→ **DATA FOR ANALYSIS**
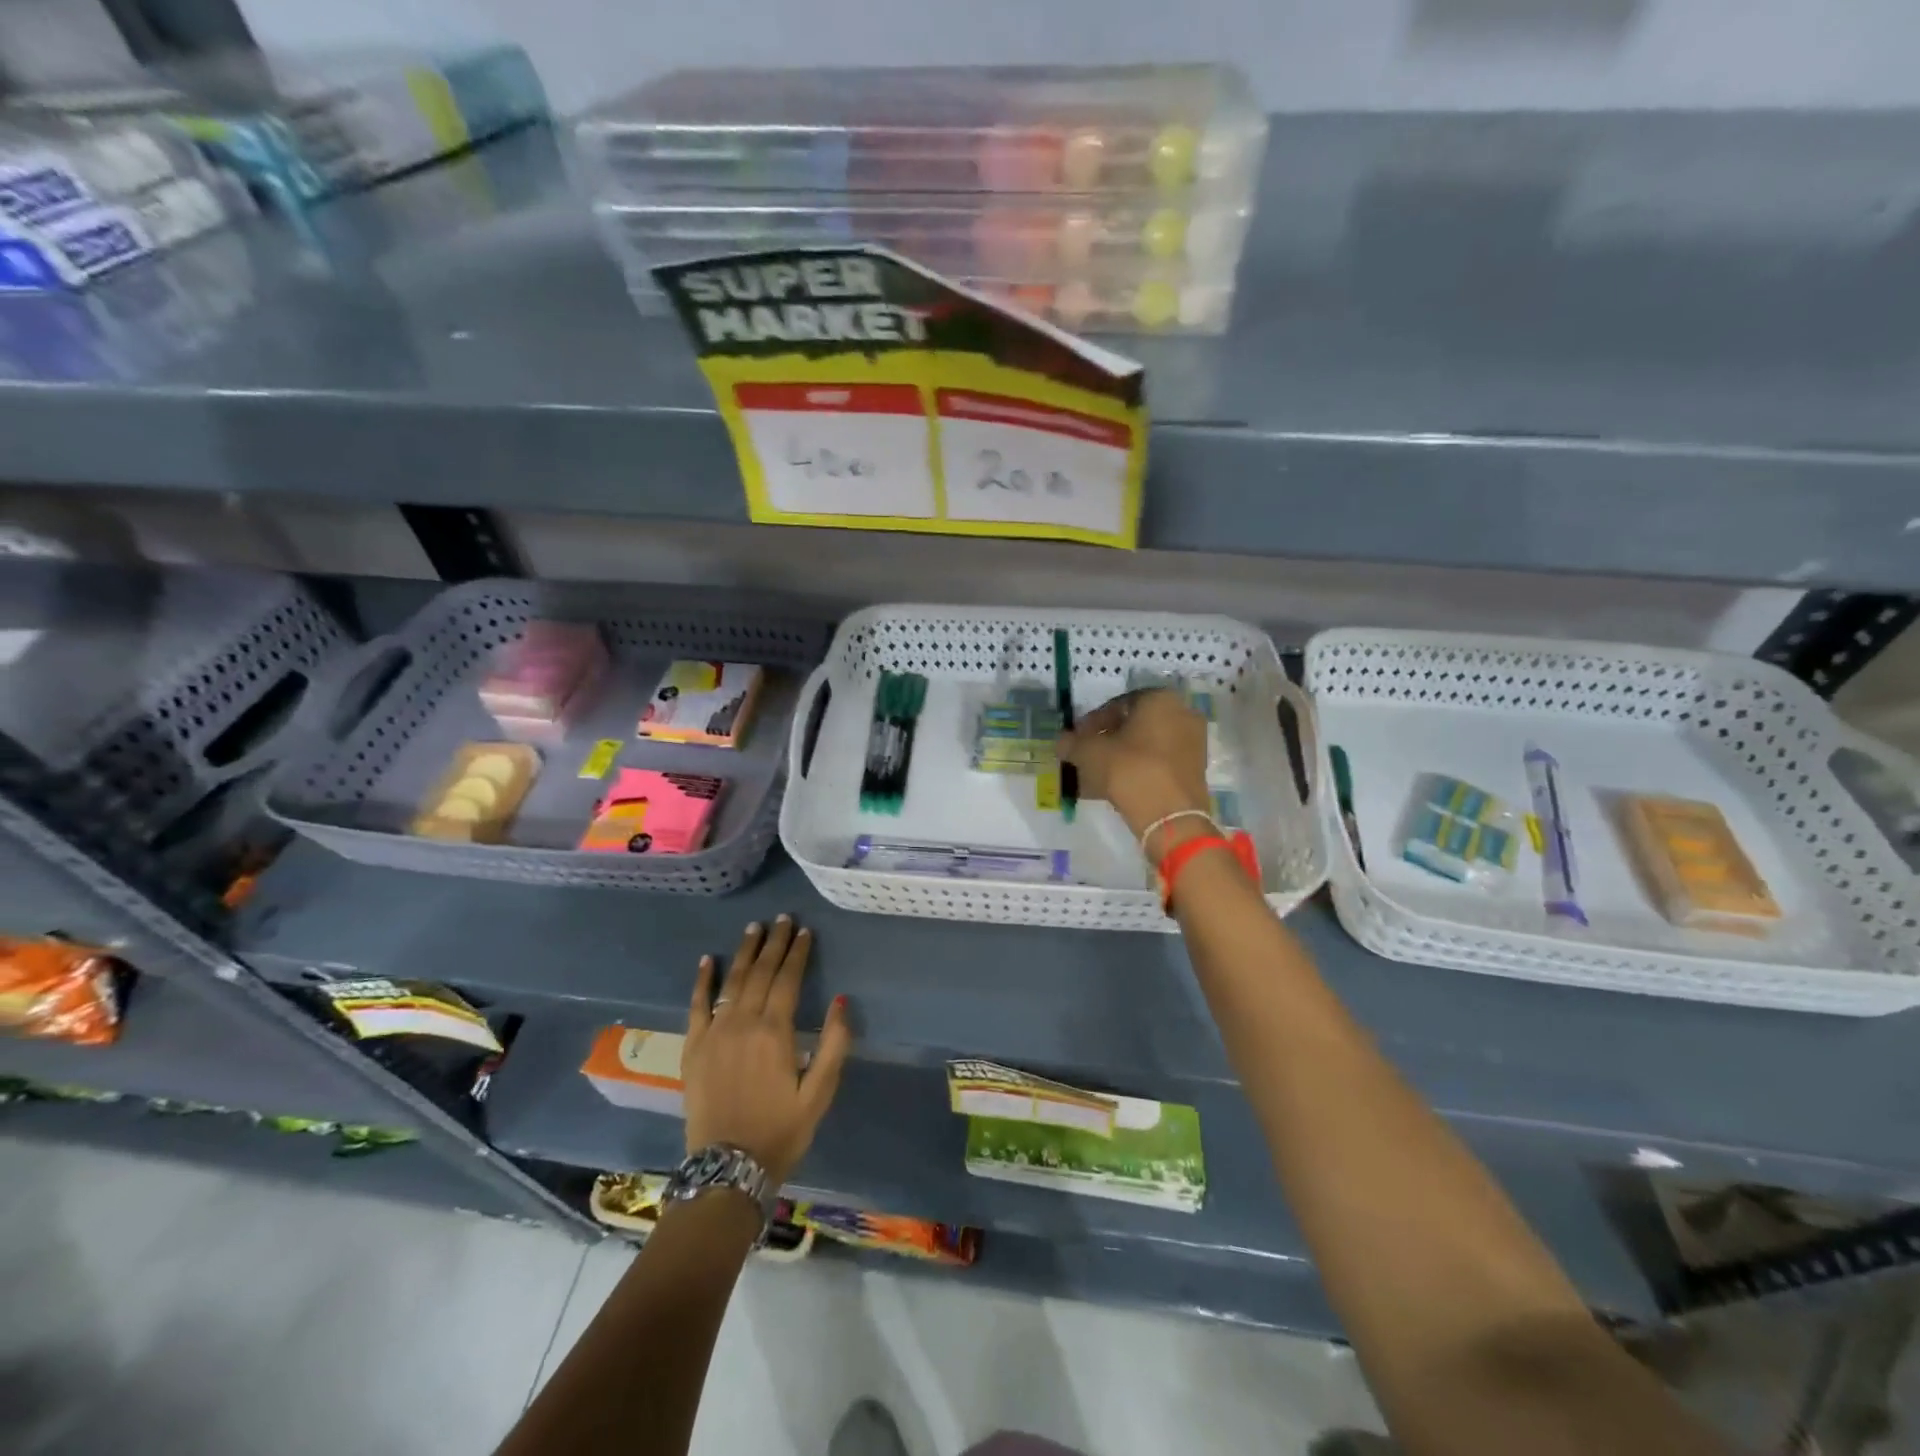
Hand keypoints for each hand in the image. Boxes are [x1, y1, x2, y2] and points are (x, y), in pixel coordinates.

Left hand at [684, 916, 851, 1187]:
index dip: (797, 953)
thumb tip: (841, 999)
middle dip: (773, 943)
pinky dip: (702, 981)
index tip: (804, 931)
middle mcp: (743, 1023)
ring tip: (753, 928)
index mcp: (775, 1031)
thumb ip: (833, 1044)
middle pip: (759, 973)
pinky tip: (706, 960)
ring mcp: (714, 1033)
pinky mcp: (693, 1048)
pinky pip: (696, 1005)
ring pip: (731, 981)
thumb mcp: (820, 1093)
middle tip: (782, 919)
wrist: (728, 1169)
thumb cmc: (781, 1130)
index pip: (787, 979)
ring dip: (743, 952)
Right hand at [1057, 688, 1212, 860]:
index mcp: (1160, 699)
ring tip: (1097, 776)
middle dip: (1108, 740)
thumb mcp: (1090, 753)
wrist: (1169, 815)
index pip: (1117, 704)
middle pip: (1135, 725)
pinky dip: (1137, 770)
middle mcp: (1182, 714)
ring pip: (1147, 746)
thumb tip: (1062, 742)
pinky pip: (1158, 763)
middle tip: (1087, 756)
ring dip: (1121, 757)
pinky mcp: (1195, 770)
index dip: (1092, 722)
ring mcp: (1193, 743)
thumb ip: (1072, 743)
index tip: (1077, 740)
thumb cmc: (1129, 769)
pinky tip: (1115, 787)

→ **WHAT IS NEEDED**
Search the material above for "index". Pull out each line where it shows up.

→ **RESULT**
index dip: (797, 953)
index tip: (804, 931)
index mcp: (775, 1031)
index pip: (787, 979)
index mcp: (1160, 699)
index pip: (1117, 704)
index dip: (1092, 722)
index tip: (1077, 740)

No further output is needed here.